Cuando lo privado deja de ser privado en la era de la hipervisibilidad
Tiempo de lectura: 8 minutos

Te hago una pregunta.

La última vez que saliste a tomar un café...

¿Lo disfrutaste primero o primero sacaste una foto?

No hace falta que me respondas. Porque, si somos sinceros, la mayoría hacemos lo mismo.

Publicamos una historia. Compartimos un logro en LinkedIn. Mostramos un viaje, una comida o una capacitación. Y casi nunca nos detenemos a pensar por qué sentimos la necesidad de compartirlo.

Hace algunos años, muchas de esas cosas quedaban en nuestra vida privada. Hoy viven en Internet. Y probablemente ahí permanezcan mucho más tiempo del que imaginamos.

Ese cambio no ocurrió por casualidad. Las redes sociales transformaron nuestra forma de comunicarnos, pero también cambiaron la manera en que construimos nuestra identidad. Ya no solo usamos Internet para informarnos o hablar con otras personas. También la usamos para contar quiénes somos.

En este artículo quiero reflexionar sobre una idea que me llamó mucho la atención durante la materia Lenguajes Digitales: ¿realmente seguimos decidiendo qué mostrar en Internet o las propias plataformas empezaron a influir en esas decisiones?

¿Qué cambió realmente?

Cuando pensamos en Internet solemos creer que lo único que cambió fue la tecnología. Sin embargo, cambió algo mucho más profundo: cambió nuestra forma de vivir.
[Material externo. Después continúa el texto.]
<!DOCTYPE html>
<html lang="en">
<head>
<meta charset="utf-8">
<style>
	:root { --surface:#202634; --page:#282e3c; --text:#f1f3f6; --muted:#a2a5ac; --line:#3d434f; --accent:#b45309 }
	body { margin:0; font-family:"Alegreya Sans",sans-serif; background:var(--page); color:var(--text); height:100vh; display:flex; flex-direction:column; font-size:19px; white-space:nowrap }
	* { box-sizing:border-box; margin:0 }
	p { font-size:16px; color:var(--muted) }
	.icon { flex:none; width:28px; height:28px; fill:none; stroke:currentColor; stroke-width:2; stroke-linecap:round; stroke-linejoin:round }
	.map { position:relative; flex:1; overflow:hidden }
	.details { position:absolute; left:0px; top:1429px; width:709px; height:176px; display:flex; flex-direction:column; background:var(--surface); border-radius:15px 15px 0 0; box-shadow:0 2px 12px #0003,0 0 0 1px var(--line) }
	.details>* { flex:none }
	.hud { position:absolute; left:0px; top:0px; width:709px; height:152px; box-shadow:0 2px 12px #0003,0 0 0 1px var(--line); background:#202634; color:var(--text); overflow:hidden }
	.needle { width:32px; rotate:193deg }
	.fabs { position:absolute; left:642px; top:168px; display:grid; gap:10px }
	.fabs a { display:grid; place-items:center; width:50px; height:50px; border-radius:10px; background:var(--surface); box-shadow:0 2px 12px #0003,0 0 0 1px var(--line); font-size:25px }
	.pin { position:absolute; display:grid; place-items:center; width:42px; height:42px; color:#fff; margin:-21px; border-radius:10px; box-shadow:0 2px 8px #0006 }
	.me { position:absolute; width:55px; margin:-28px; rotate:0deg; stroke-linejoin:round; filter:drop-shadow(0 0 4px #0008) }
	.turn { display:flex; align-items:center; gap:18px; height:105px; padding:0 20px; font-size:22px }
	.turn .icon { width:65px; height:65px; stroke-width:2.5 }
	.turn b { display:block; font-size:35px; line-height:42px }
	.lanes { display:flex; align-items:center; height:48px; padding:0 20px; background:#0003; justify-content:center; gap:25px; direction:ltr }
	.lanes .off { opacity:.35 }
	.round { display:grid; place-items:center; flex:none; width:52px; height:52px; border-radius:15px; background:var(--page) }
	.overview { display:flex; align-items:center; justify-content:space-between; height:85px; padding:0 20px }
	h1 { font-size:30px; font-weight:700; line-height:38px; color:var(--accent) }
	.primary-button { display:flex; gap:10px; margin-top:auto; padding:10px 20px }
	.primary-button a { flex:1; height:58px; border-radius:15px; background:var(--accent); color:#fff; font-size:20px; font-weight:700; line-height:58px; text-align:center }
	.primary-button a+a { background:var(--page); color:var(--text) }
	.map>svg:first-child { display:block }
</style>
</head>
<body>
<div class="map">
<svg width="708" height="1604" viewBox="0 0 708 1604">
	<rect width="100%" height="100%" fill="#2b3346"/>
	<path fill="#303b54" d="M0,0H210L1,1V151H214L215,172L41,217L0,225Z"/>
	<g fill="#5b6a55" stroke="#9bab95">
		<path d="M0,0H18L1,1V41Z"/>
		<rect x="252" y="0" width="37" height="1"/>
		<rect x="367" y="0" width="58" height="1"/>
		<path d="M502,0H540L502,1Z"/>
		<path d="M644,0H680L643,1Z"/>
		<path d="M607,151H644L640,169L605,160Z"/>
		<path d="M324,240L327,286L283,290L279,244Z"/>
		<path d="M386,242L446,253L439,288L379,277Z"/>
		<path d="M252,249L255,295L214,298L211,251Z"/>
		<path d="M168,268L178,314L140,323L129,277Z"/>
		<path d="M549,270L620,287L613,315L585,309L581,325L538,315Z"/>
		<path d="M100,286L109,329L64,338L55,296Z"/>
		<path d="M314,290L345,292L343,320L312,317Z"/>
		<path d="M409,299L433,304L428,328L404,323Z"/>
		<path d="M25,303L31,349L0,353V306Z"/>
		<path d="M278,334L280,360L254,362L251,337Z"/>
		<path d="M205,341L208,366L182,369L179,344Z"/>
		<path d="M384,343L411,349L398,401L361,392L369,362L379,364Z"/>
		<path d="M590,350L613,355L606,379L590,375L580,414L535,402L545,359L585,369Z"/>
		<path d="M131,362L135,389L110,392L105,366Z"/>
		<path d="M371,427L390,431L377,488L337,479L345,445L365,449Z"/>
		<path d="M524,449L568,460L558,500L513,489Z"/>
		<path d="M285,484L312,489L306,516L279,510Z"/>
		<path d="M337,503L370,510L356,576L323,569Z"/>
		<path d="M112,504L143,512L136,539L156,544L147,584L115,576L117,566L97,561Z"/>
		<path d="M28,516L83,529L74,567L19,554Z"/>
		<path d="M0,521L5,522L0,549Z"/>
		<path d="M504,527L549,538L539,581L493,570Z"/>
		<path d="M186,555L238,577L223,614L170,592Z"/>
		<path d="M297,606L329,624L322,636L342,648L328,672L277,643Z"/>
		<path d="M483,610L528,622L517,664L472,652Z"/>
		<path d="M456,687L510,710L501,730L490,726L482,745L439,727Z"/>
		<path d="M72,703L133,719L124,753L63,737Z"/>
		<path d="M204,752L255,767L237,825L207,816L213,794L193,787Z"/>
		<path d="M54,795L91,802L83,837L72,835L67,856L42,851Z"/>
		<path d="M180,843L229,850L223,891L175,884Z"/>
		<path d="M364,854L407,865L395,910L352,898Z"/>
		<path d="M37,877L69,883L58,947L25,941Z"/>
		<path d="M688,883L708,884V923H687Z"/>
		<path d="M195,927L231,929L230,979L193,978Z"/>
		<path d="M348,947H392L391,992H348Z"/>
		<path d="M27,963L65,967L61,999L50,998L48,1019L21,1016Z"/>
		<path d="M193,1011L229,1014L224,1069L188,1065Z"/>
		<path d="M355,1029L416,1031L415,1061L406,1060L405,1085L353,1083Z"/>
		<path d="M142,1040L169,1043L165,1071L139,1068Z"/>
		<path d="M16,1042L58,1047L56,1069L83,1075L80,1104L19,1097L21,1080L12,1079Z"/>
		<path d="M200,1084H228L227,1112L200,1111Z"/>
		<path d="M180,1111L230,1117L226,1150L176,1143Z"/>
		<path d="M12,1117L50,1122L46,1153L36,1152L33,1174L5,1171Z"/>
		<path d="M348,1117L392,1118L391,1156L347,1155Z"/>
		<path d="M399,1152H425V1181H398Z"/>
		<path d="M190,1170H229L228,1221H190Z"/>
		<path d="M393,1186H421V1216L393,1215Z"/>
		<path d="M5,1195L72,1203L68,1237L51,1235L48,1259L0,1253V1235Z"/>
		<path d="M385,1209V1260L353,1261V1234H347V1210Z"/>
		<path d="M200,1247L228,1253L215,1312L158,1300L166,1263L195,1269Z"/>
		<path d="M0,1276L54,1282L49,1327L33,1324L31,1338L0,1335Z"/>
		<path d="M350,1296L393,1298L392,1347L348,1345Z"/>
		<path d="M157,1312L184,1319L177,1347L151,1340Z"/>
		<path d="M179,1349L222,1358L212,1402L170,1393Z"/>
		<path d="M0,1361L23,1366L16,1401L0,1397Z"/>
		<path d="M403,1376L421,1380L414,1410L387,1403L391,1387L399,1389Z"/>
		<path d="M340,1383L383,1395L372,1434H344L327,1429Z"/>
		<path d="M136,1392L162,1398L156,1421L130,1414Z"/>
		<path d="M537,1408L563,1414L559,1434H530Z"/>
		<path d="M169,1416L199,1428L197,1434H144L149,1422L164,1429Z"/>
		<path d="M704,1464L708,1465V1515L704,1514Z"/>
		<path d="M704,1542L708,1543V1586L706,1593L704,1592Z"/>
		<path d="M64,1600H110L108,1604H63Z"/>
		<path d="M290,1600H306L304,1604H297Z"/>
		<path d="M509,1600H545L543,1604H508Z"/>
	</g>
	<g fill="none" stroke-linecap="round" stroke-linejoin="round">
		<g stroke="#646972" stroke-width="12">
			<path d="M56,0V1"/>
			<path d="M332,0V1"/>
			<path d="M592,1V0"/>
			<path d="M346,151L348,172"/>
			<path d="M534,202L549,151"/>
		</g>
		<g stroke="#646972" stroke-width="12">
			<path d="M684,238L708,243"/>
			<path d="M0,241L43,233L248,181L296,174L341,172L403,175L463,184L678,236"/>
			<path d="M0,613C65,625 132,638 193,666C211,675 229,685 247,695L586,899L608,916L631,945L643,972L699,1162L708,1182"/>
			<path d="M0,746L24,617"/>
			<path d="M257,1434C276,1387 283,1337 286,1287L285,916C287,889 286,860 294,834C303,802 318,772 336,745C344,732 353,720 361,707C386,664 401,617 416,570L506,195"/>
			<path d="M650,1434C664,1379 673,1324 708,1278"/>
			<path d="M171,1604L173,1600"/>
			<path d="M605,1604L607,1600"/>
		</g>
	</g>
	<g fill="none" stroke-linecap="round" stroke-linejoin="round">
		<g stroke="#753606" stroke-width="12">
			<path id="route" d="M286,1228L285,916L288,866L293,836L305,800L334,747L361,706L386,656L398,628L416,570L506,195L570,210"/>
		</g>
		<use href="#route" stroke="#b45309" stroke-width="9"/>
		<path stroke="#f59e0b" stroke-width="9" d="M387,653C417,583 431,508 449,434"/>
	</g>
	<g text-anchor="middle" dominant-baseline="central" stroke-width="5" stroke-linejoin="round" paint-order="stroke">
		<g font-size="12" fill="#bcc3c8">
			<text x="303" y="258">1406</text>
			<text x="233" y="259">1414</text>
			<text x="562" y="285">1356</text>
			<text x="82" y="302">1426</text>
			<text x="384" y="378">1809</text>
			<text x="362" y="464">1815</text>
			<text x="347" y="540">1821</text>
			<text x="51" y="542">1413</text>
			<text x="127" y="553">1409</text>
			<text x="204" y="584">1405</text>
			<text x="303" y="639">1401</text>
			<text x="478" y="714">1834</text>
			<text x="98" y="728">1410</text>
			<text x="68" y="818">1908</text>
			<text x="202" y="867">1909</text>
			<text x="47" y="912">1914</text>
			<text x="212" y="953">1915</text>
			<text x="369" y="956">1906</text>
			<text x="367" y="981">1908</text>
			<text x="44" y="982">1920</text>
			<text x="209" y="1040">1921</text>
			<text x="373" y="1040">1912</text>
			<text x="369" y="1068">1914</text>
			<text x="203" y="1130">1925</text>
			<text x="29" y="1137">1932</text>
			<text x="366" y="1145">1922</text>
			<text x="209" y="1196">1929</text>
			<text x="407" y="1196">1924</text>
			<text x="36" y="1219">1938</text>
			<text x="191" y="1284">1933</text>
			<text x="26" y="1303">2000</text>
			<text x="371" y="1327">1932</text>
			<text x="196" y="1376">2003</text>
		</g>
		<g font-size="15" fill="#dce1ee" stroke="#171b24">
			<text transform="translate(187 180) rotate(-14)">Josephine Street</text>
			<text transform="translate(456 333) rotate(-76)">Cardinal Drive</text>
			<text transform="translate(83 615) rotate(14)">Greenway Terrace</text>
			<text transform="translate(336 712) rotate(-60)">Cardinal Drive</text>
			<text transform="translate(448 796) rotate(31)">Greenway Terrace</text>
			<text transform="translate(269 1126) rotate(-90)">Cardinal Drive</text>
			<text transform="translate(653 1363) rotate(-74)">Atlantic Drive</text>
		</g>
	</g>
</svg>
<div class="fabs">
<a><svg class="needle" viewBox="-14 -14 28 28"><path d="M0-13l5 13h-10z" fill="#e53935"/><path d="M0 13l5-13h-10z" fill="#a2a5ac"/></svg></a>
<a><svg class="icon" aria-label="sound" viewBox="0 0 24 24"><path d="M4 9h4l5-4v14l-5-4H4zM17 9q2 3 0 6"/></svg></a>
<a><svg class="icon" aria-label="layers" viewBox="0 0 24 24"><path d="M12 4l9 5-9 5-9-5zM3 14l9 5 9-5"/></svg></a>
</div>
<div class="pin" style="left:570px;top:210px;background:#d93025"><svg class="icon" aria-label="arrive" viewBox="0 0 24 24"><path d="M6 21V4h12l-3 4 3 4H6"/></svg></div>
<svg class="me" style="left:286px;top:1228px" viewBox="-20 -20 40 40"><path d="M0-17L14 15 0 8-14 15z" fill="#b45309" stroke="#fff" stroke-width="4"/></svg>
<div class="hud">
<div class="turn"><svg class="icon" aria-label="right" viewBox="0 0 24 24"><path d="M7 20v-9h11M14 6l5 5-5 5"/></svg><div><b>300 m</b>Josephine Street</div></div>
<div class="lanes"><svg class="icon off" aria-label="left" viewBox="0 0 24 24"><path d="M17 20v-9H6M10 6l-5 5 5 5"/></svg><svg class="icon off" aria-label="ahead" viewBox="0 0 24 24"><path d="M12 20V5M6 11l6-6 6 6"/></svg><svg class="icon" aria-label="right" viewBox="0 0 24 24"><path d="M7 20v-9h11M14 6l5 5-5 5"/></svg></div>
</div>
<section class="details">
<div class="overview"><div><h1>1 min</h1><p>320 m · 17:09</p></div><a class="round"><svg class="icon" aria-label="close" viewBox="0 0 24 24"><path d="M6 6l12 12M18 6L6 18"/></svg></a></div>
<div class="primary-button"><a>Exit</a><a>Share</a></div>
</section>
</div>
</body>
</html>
Antes, la mayoría de los recuerdos quedaban en un álbum de fotos, una conversación familiar o un cajón. Hoy los publicamos. Compartimos dónde estamos, qué hacemos, qué pensamos e incluso cómo nos sentimos.

Carlos A. Scolari explica este fenómeno en Media Evolution a través de una serie de mutaciones de los medios digitales. Una de ellas es el paso de lo privado a la hipervisibilidad.

En otras palabras, muchas situaciones que antes pertenecían únicamente a nuestra vida personal hoy forman parte del espacio público digital.

No significa que mostremos absolutamente todo. Significa que construimos una versión visible de nosotros mismos. Elegimos qué publicar, qué ocultar y qué historia queremos contar sobre quiénes somos.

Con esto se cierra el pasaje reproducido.